What Causes So Much Violence?   

     What causes so much violence? Why are we continuously seeing waves of violence which are eroding the shores of civility? Road rage, mass shootings and other senseless acts are alarming. The recent Memphis, Tennessee revelation of alleged fatal police brutality is another occurrence of an all-too-common problem in our stormy society. How can we stem the tide of this billowing storm? The apostles James, Paul and Peter provide insight to wrath’s origins and describe behaviors which can calm these storms.  

 

     James, “the just,” wrote that injustices come from the desires that battle within us – lust (James 4:1, 2). Lustful people promote prejudices and incite inequalities to get what they want. Lust drives people to extreme measures, including the willingness to harm others, to have things – tangible and intangible, as they want them. Lustful thinking is often the motivator for the quarrelling, fighting and murdering that erode our society. We can change for the better by praying to have what we need rather than harming others to get what we want (James 4:3).  
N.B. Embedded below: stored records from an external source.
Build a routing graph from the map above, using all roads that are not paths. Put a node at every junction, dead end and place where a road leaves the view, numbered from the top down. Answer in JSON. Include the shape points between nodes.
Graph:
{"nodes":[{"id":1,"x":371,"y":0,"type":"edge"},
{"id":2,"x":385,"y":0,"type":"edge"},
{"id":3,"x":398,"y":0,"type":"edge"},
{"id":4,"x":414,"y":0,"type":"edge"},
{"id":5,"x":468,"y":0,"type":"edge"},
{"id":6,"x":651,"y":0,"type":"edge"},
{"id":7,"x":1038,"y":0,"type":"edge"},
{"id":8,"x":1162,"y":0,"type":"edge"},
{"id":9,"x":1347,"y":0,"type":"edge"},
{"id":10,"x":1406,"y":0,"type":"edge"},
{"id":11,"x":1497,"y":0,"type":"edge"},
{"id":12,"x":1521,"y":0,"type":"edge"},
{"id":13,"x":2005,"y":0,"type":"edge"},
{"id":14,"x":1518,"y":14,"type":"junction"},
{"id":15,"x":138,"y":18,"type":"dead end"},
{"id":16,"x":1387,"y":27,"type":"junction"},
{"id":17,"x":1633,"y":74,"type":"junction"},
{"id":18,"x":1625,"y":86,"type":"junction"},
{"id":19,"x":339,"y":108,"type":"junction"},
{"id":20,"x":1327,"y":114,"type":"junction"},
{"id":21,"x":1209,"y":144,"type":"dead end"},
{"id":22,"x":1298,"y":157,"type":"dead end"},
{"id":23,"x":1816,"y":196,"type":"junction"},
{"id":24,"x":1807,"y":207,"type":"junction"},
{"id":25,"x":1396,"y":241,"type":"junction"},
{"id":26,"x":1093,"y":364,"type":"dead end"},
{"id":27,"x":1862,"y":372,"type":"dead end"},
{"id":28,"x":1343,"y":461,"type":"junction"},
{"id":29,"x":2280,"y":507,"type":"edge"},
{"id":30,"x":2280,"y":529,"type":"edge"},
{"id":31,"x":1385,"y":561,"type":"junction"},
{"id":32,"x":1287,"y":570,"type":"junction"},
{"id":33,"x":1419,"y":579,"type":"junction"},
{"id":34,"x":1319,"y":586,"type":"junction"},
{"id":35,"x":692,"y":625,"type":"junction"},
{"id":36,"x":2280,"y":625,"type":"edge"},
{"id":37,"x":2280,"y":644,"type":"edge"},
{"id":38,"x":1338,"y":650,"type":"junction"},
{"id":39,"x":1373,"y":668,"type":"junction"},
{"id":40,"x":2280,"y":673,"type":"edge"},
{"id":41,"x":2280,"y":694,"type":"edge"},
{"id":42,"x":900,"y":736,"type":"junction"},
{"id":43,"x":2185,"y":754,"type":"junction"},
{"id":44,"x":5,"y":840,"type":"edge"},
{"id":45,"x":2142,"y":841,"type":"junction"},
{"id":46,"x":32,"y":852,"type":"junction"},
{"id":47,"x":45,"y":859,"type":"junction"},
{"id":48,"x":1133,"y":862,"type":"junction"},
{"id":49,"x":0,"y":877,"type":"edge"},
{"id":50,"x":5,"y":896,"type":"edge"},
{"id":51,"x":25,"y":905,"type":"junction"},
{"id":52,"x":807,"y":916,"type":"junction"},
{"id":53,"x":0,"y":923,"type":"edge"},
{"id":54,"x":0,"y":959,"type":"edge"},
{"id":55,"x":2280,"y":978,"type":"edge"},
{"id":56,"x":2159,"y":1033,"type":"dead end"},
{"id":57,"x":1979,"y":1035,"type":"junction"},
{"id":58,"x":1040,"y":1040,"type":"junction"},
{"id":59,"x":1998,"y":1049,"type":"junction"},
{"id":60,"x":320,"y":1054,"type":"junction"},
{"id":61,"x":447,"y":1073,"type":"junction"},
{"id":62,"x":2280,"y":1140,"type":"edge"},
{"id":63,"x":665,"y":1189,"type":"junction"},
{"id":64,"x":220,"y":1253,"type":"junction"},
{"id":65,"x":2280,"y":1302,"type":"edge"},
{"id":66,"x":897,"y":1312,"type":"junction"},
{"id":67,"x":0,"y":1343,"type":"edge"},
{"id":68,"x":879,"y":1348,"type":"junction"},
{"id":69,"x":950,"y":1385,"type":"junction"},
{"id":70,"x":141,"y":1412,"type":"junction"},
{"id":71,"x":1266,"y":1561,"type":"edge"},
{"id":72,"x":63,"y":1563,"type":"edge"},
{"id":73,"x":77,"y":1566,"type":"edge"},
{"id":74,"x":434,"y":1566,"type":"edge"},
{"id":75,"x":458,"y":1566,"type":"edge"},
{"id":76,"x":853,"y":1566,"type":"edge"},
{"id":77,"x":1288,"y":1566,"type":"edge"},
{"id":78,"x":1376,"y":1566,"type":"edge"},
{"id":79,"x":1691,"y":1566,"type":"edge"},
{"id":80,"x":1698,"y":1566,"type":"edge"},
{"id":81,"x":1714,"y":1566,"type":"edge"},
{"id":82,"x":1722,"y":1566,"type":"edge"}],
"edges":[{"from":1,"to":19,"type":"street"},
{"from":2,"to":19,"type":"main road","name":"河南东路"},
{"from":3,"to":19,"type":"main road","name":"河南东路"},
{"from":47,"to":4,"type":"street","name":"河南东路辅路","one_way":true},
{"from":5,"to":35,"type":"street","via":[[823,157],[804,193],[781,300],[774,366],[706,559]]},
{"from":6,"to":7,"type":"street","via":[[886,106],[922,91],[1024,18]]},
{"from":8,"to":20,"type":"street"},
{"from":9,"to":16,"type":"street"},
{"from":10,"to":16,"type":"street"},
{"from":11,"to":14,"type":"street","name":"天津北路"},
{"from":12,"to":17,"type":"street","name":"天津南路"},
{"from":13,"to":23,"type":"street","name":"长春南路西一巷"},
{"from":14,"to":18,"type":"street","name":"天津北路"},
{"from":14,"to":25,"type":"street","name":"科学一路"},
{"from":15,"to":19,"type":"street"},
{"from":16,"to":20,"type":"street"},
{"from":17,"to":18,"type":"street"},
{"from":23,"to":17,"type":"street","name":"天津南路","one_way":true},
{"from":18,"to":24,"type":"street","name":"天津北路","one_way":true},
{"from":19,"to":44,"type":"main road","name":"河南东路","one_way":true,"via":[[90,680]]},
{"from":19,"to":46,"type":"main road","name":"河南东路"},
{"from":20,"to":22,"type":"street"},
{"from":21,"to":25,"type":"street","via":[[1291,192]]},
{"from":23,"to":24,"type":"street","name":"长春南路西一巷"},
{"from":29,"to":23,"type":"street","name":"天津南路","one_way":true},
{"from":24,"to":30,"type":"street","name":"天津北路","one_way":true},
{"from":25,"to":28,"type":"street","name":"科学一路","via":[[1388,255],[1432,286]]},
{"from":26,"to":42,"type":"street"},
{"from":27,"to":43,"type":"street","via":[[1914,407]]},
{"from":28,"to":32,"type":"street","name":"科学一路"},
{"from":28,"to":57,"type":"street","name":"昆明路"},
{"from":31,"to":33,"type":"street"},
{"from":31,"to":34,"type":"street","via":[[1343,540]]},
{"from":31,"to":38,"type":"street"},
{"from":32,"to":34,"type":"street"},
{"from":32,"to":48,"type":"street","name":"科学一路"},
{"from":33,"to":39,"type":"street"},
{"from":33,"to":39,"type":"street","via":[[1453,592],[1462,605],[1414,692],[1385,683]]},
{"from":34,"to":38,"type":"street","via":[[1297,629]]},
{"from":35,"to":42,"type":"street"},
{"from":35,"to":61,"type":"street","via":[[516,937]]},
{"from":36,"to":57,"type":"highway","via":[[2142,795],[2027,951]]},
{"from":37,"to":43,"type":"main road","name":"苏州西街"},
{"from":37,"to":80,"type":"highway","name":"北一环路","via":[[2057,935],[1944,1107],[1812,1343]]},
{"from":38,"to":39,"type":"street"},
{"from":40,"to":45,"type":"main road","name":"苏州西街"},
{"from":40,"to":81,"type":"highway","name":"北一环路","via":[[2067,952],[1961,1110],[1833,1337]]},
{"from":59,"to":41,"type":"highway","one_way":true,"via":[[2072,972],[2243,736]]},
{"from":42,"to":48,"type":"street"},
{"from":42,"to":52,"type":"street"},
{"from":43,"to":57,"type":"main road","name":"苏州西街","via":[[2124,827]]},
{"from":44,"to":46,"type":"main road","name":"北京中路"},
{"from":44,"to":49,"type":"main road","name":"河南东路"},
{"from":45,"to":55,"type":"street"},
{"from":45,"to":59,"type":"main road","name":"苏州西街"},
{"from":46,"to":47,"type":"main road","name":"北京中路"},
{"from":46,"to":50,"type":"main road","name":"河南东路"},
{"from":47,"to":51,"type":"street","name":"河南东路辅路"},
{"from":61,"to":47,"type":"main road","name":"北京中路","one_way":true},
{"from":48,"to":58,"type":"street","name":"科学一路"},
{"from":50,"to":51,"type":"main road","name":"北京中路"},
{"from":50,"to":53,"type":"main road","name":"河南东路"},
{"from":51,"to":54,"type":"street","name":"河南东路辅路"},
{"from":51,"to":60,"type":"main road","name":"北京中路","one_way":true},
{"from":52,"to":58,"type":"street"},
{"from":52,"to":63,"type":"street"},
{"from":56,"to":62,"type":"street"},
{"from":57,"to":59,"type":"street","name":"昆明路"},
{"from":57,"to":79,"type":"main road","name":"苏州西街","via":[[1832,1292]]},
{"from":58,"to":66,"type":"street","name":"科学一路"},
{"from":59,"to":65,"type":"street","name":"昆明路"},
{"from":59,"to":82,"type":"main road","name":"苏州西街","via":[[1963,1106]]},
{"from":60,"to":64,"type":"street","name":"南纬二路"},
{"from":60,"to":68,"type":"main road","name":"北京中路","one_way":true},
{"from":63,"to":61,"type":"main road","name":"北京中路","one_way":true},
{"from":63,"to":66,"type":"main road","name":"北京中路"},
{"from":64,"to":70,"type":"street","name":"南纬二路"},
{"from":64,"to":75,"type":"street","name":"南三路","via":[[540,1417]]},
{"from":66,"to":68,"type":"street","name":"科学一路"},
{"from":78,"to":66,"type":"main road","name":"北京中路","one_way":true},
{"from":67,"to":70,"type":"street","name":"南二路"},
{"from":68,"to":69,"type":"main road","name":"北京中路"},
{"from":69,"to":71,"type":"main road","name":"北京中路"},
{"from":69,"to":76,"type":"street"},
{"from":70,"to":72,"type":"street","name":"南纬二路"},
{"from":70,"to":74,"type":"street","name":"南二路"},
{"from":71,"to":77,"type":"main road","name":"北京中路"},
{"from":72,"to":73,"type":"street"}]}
     Paul, “the prisoner of the Lord,” noted that “bitterness, rage, anger, brawling and slander” are our captors when we fail to love one another (Ephesians 4:17-32). We must actively propagate the power of love and not passively tolerate the potency of hate. As Dr. Martin Luther King, Jr. said, “History will have to record that the greatest tragedy of this period of social transition was not the strident clamor of the bad people, but the appalling silence of the good people.” We will be emancipated from the fettering chains of hate when we are motivated by the freeing power of love.     . 

     Peter, “the small stone,” attributed our incivility to the deadly boulders of “deceit, hypocrisy, envy and slander of every kind,” (I Peter 2:1-2). We must replace these rocks with the building blocks of civility – truth, integrity, love and kindness of every kind. We must become “living stones, built up into a spiritual house” (I Peter 2:5). We will break the boulders of incivility when we build the living stones of spirituality.  

         May we each stem the tide of violence by living justly rather than lustfully, by behaving lovingly instead of bitterly and by being as living stones rather than deadly boulders. May God bless the Schrader Lane Church of Christ.